Exact transcription, pictures omitted: begin at the top line of the records below and end with the line bearing "Build a routing".

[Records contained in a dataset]
------------------------------------------------
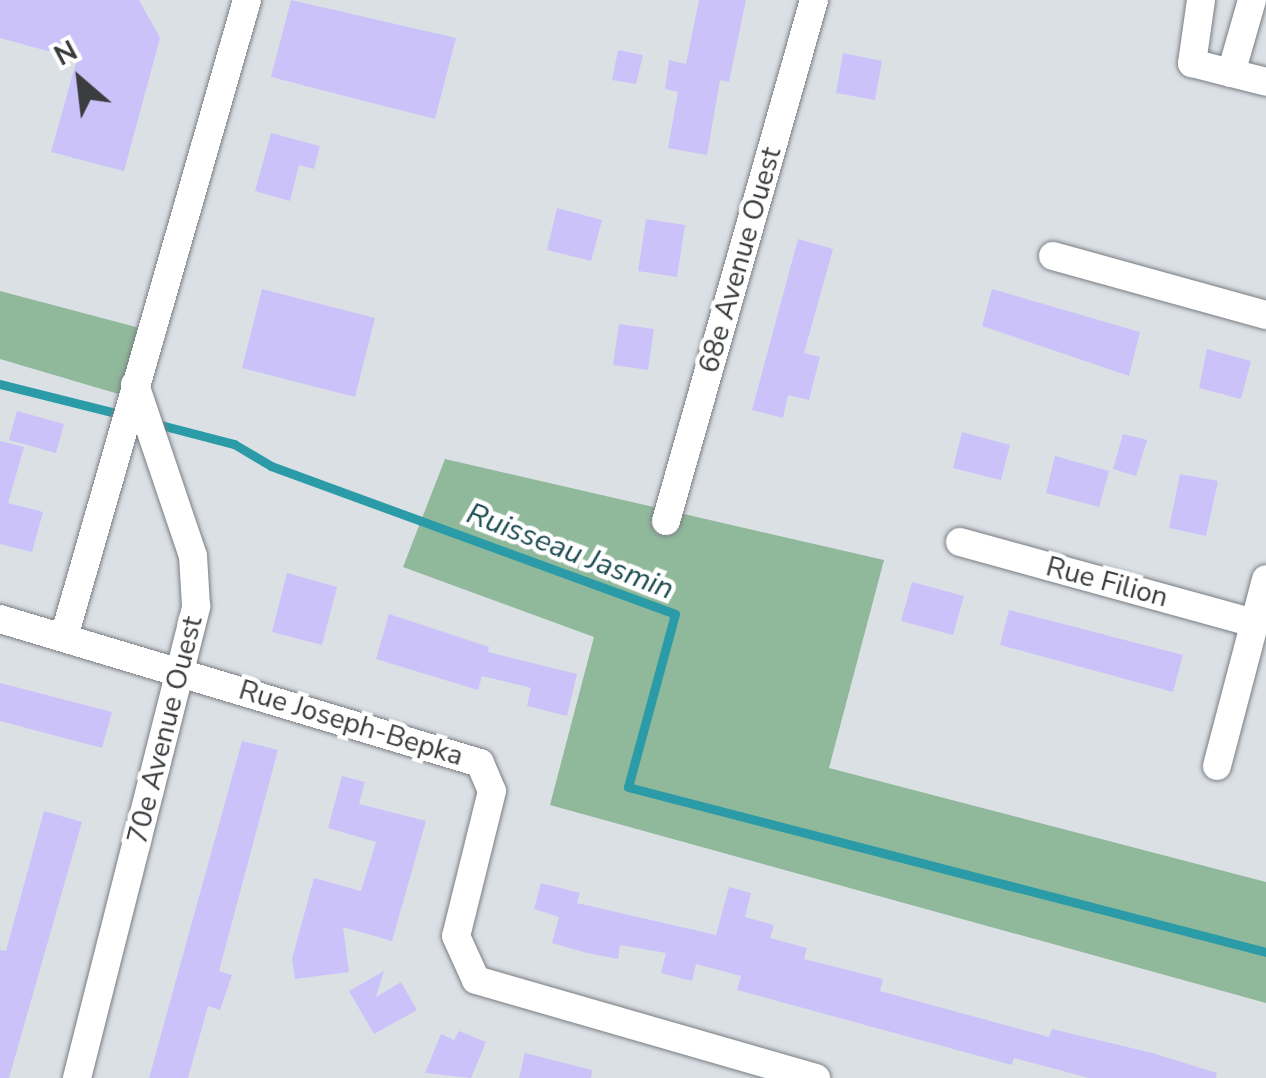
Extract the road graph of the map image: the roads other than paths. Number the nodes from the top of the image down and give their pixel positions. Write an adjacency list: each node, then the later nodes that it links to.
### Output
1 (247, 0): 9 (street)
2 (814, 0): 10 (street, 68e Avenue Ouest)
3 (1202, 0): 5 (street)
4 (1252, 0): 5 (street)
5 (1231, 73): 6 (street)
6 (1266, 82)
7 (1053, 256): 8 (street)
8 (1266, 315)
9 (135, 385): 15 (street); 16 (street, 70e Avenue Ouest)
10 (666, 521)
11 (960, 542): 14 (street, Rue Filion)
12 (1266, 578): 14 (street)
13 (0, 618): 15 (street, Rue Joseph-Bepka)
14 (1254, 623): 17 (street)
15 (64, 636): 16 (street, Rue Joseph-Bepka)
16 (182, 670): 18 (street, 70e Avenue Ouest); 19 (street, Rue Joseph-Bepka)
17 (1217, 766)
18 (77, 1078)
19 (816, 1078)

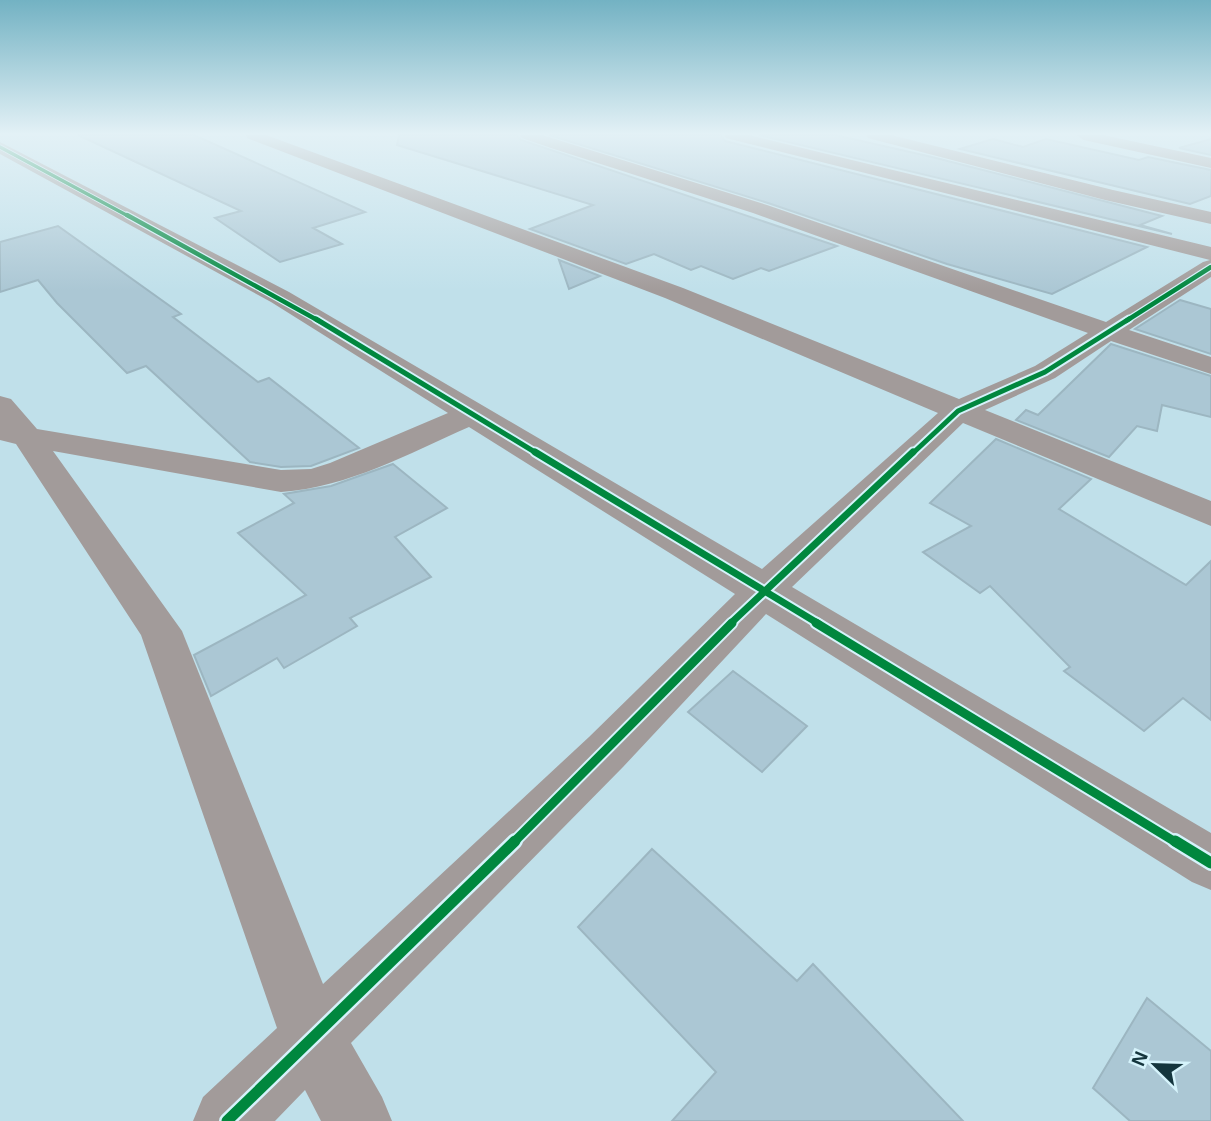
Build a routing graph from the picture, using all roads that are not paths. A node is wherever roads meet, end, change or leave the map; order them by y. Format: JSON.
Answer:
{"nodes":[{"id":1,"x":75,"y":187,"type":"edge"},
{"id":2,"x":392,"y":187,"type":"edge"},
{"id":3,"x":688,"y":187,"type":"edge"},
{"id":4,"x":943,"y":187,"type":"edge"},
{"id":5,"x":1078,"y":187,"type":"edge"},
{"id":6,"x":1211,"y":218,"type":"edge"},
{"id":7,"x":1211,"y":254,"type":"edge"},
{"id":8,"x":1211,"y":267,"type":"edge"},
{"id":9,"x":1105,"y":332,"type":"junction"},
{"id":10,"x":1211,"y":366,"type":"edge"},
{"id":11,"x":958,"y":411,"type":"junction"},
{"id":12,"x":473,"y":414,"type":"junction"},
{"id":13,"x":9,"y":424,"type":"edge"},
{"id":14,"x":1211,"y":514,"type":"edge"},
{"id":15,"x":762,"y":592,"type":"junction"},
{"id":16,"x":1211,"y":863,"type":"edge"},
{"id":17,"x":313,"y":1040,"type":"junction"},
{"id":18,"x":226,"y":1121,"type":"edge"},
{"id":19,"x":358,"y":1121,"type":"edge"}],
"edges":[{"from":1,"to":12,"type":"street"},
{"from":2,"to":11,"type":"street"},
{"from":3,"to":9,"type":"street"},
{"from":4,"to":7,"type":"street"},
{"from":5,"to":6,"type":"street"},
{"from":8,"to":9,"type":"street"},
{"from":9,"to":10,"type":"street"},
{"from":9,"to":11,"type":"street"},
{"from":11,"to":14,"type":"street"},
{"from":11,"to":15,"type":"street"},
{"from":12,"to":13,"type":"street"},
{"from":12,"to":15,"type":"street"},
{"from":13,"to":17,"type":"street"},
{"from":15,"to":16,"type":"street"},
{"from":15,"to":17,"type":"street"},
{"from":17,"to":18,"type":"street"},
{"from":17,"to":19,"type":"street"}]}
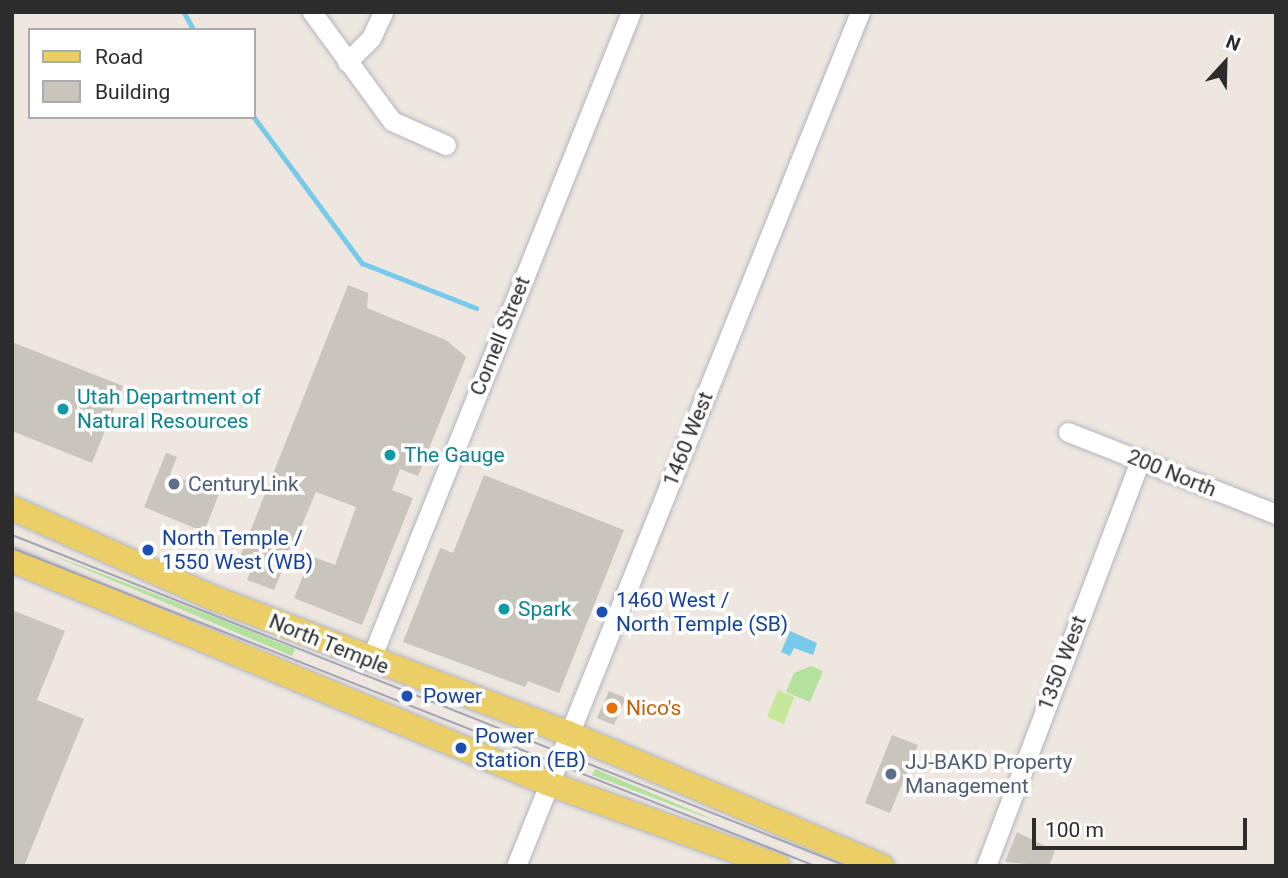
------------------------------------------------
- **Exercise output**
Extract the road graph of the map image: the roads other than paths. Number the nodes from the top of the image down and give their pixel positions. Write an adjacency list: each node, then the later nodes that it links to.
### Output
1 (247, 0): 9 (street)
2 (814, 0): 10 (street, 68e Avenue Ouest)
3 (1202, 0): 5 (street)
4 (1252, 0): 5 (street)
5 (1231, 73): 6 (street)
6 (1266, 82)
7 (1053, 256): 8 (street)
8 (1266, 315)
9 (135, 385): 15 (street); 16 (street, 70e Avenue Ouest)
10 (666, 521)
11 (960, 542): 14 (street, Rue Filion)
12 (1266, 578): 14 (street)
13 (0, 618): 15 (street, Rue Joseph-Bepka)
14 (1254, 623): 17 (street)
15 (64, 636): 16 (street, Rue Joseph-Bepka)
16 (182, 670): 18 (street, 70e Avenue Ouest); 19 (street, Rue Joseph-Bepka)
17 (1217, 766)
18 (77, 1078)
19 (816, 1078)

Build a routing graph from the picture, using all roads that are not paths. A node is wherever roads meet, end, change or leave the map; order them by y. Format: JSON.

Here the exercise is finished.